I limiti del nuovo istituto - che hanno indotto alcune organizzazioni non governative di difesa dei diritti umani a manifestare una certa insoddisfazione per il profilo dello Statuto così come approvato dalla Conferenza di Roma - devono, ancora una volta, essere rintracciati nella complementarità della sua azione penale rispetto a quella delle giurisdizioni dei singoli Stati, nella non perseguibilità per i cittadini di uno Stato che non abbia aderito al trattato istitutivo e per quei casi in cui non vi sia l’espresso consenso da parte dello Stato sul cui territorio sia stato commesso il crimine, e dalla contestata clausola opt-out che consente ad uno Stato, al momento della ratifica, di escludere per un periodo di sette anni la giurisdizione della Corte su reati commessi sul suo territorio o da un suo cittadino.

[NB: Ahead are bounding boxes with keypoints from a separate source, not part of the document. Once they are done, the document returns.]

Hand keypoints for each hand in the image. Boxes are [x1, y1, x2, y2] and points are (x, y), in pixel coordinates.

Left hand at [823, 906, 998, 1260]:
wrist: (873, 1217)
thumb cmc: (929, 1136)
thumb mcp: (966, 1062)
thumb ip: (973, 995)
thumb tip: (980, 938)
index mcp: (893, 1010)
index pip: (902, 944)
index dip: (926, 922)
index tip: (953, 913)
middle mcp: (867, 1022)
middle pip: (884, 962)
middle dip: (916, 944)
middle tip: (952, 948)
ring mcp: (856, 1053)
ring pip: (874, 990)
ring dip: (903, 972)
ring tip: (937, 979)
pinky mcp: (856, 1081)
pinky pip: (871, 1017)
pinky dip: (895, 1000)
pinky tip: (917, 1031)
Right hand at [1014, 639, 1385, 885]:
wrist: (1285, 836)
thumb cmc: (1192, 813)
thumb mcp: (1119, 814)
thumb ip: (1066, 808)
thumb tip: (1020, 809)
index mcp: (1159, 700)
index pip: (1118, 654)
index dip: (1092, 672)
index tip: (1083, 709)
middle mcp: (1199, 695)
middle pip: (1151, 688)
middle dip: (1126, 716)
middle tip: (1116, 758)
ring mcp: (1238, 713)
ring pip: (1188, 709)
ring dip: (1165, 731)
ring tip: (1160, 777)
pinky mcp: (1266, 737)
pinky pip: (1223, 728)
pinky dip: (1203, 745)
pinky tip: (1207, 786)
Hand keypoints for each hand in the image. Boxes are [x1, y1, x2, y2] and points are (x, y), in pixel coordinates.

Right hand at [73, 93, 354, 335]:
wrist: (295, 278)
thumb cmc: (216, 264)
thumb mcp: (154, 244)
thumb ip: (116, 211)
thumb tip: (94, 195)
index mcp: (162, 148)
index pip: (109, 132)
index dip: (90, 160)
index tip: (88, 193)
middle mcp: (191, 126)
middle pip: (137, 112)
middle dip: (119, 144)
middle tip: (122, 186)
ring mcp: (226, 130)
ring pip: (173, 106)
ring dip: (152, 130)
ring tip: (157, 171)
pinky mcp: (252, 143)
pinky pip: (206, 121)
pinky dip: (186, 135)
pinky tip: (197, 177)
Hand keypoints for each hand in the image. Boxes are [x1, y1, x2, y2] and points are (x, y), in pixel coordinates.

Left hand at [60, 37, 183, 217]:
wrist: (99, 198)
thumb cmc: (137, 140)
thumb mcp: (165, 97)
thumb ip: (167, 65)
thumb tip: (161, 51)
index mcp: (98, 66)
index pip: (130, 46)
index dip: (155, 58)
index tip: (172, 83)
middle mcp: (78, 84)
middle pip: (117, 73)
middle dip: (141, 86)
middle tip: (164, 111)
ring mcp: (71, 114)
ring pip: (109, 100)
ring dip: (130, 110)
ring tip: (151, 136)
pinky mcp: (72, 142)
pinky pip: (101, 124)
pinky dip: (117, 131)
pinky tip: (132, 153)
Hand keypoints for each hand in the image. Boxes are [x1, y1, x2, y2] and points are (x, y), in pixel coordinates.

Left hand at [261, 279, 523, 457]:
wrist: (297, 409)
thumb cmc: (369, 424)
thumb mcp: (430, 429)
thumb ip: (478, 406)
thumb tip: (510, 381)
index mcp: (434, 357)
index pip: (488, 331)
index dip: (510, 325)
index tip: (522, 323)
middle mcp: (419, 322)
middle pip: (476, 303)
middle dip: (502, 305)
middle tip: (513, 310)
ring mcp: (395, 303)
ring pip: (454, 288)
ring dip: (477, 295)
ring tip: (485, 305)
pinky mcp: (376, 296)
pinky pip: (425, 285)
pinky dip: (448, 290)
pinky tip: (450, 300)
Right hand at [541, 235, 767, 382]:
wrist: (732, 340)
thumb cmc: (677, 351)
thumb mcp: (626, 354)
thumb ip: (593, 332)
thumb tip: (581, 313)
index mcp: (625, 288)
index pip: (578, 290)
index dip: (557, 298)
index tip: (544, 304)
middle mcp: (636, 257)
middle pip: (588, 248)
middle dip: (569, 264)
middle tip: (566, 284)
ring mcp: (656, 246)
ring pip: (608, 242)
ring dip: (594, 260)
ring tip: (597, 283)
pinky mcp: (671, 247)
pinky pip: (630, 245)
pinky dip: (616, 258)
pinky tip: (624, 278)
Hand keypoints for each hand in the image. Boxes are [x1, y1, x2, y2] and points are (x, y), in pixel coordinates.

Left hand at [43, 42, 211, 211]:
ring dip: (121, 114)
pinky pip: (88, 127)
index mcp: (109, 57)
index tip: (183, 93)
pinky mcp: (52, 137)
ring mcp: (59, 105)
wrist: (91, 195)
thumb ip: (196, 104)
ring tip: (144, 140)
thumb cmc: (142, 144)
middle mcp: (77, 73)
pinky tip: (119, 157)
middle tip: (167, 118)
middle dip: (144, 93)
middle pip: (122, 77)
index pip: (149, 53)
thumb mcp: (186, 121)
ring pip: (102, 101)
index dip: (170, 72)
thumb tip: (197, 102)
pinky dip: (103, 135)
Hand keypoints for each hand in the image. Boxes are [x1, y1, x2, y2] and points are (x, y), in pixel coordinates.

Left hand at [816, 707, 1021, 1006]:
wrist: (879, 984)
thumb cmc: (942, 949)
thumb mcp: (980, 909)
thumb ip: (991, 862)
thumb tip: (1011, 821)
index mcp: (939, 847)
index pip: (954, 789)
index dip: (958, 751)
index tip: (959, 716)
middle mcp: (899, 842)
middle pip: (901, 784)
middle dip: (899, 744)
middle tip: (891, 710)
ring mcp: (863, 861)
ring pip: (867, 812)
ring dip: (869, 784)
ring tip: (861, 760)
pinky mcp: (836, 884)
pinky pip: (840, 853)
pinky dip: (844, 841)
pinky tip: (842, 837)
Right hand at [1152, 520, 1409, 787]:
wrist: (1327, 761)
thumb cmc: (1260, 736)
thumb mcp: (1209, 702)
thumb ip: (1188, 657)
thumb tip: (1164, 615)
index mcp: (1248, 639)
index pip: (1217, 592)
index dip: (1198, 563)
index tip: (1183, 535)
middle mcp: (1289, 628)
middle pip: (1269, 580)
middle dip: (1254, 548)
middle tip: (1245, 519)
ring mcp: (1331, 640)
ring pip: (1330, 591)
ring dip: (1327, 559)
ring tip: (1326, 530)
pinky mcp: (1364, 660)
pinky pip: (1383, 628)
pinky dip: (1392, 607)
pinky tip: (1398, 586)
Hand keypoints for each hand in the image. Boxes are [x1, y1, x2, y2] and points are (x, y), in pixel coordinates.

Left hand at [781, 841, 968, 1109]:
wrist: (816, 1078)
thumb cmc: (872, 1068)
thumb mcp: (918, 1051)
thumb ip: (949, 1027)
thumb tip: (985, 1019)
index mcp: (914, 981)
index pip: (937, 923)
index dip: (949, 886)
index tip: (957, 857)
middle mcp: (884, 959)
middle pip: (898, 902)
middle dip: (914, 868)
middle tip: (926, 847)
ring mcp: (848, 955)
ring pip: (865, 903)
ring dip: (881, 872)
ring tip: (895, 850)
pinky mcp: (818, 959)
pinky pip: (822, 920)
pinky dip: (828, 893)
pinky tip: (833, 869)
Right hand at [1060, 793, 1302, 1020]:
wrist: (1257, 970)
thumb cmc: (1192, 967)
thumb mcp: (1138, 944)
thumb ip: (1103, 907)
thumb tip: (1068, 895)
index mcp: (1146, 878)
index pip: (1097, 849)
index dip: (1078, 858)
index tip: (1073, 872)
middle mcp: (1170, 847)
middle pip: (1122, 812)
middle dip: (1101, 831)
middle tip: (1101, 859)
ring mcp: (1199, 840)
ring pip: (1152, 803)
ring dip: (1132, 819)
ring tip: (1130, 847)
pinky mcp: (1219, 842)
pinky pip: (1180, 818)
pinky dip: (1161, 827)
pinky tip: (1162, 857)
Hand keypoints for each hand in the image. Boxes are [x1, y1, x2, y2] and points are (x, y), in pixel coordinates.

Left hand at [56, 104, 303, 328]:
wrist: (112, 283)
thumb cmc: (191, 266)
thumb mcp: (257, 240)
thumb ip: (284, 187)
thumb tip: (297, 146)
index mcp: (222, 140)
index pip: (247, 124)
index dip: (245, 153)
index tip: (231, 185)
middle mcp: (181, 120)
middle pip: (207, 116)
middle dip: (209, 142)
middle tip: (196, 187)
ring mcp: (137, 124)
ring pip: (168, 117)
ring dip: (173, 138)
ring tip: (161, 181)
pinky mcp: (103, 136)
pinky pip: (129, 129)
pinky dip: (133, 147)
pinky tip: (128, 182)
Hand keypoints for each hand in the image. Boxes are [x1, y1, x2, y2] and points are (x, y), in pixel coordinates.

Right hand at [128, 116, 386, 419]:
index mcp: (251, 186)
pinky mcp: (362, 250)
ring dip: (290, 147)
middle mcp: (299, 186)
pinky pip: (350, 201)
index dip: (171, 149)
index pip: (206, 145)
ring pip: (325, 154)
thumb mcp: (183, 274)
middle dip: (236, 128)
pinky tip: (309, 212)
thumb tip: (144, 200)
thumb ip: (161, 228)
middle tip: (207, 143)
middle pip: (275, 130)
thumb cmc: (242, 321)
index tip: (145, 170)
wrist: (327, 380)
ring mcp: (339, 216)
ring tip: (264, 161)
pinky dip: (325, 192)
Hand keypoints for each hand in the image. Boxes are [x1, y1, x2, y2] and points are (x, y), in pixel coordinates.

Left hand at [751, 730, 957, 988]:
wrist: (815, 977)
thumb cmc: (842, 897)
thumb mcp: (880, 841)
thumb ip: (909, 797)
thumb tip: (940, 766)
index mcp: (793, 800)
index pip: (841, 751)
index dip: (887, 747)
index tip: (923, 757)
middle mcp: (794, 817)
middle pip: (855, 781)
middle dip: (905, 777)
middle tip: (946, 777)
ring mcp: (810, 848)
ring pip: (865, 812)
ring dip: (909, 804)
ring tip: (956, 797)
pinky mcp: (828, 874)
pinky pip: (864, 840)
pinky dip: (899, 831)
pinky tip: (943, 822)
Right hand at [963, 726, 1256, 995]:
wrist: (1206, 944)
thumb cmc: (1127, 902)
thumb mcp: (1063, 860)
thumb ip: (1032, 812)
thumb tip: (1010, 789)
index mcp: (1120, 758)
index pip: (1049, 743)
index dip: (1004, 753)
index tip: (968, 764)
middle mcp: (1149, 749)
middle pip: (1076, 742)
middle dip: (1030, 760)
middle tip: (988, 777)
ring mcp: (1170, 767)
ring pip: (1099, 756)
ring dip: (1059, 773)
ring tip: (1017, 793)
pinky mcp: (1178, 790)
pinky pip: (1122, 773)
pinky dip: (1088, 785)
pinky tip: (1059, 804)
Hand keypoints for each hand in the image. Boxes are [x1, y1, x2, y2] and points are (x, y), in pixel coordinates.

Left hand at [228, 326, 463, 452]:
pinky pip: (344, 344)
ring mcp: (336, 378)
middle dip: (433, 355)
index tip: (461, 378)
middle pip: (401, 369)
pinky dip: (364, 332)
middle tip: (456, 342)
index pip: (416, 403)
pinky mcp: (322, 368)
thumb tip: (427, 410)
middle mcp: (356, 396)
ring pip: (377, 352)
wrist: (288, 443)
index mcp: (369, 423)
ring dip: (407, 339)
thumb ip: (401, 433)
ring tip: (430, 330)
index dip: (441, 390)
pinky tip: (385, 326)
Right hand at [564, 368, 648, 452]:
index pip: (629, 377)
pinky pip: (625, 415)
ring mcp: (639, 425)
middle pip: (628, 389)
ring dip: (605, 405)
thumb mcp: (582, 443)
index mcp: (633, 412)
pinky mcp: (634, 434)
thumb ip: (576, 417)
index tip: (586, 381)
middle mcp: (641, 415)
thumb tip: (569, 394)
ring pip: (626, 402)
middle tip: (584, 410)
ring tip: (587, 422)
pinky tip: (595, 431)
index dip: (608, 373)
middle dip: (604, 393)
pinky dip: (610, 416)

Ma al di là dei reali limiti di operatività che la Corte incontrerà nel suo cammino, frutto del faticoso compromesso raggiunto nella conferenza di Roma ed attribuibili alla ritrosia degli Stati nazionali ad accettare una ulteriore limitazione della propria sovranità, la portata storica della sua fondazione è innegabile; con essa viene reso "giustiziabile" il diritto internazionale dei diritti umani ed affermata la preminenza del diritto sulla pura logica di potenza anche nel complesso ambito delle relazioni internazionali. La speranza è che la sua istituzione possa poi costituire un deterrente alla commissione di nuovi, ulteriori crimini contro l’umanità, scongiurando il rischio che novelli Pinochet, Pol Pot, Bokassa, Karadzic o Mobutu – solo per citarne alcuni - restino impuniti o non vengano almeno chiamati a rispondere delle loro azioni al cospetto di giudici indipendenti e nel corso di processi equi ed imparziali.
Lo Statuto ha stabilito la soglia di 60 ratifiche per la sua definitiva entrata in vigore, cosa che è avvenuta lo scorso 11 aprile con il deposito delle firme di Irlanda, Grecia, Romania e Bosnia-Erzegovina. Al momento 139 Paesi hanno già sottoscritto il trattato istitutivo del nuovo organo di giustizia internazionale, e tra essi, dopo una iniziale diffidenza, anche gli Stati Uniti, la Russia ed Israele. L’auspicio è che l’adesione a questo straordinario strumento di diritto internazionale possa essere esteso in tempi brevi anche quegli Stati che finora non lo hanno siglato, tra cui l’Afghanistan, la Cina, il Pakistan, l’India, anche alla luce della disastrosa crisi internazionale che il pianeta sta attualmente vivendo, contribuendo in questo modo a consolidare la cultura del diritto e del rispetto della dignità umana nei rapporti fra le Nazioni.
Il nodo dolente è rappresentato, ancora una volta, dalla scarsa volontà politica dei Paesi più influenti di rendere pienamente operativo il Tribunale penale internazionale e di riconoscerne l’autorità; l’attuale amministrazione statunitense ha, per esempio, proprio nei mesi scorsi reso nota la sua intenzione di non dare corso alla ratifica del trattato istitutivo, sottoscritto dal precedente esecutivo nel dicembre del 2000, mentre la Repubblica Popolare Cinese, da parte sua, non ha ancora compiuto passi significativi per la sua sottoscrizione. Eppure i segnali politici in questa direzione non sono del tutto univoci e non devono necessariamente indurre al pessimismo: dopo gli attentati terroristici dell’11 settembre, attente riflessioni sulla necessità di dotare la comunità internazionale di strumenti più idonei a fronteggiare le nuove sfide del pianeta hanno individuato proprio in una corte indipendente e sovranazionale un tassello indispensabile per garantire maggiori condizioni di pace, equità e giustizia nelle relazioni internazionali; da allora ben 28 Paesi hanno portato a termine il processo di ratifica dello Statuto, e tra essi il Regno Unito che pure aveva manifestato dubbi e resistenze.
Il percorso per la piena e riconosciuta operatività della appena istituita Corte Penale Internazionale Permanente, è dunque ancora lontano dall’essersi concluso, ma il portato giuridico e la sfida culturale e politica che questo strumento rappresenta sono un patrimonio ed una conquista ormai davvero irrinunciabili, per quell’umanità sofferente ancora oggi troppo spesso vittima indifesa delle violenze e delle sopraffazioni, ed in nome di quell’ideale di equità e di giustizia che anima le coscienze di chi crede nella vita e nella dignità di ogni essere umano.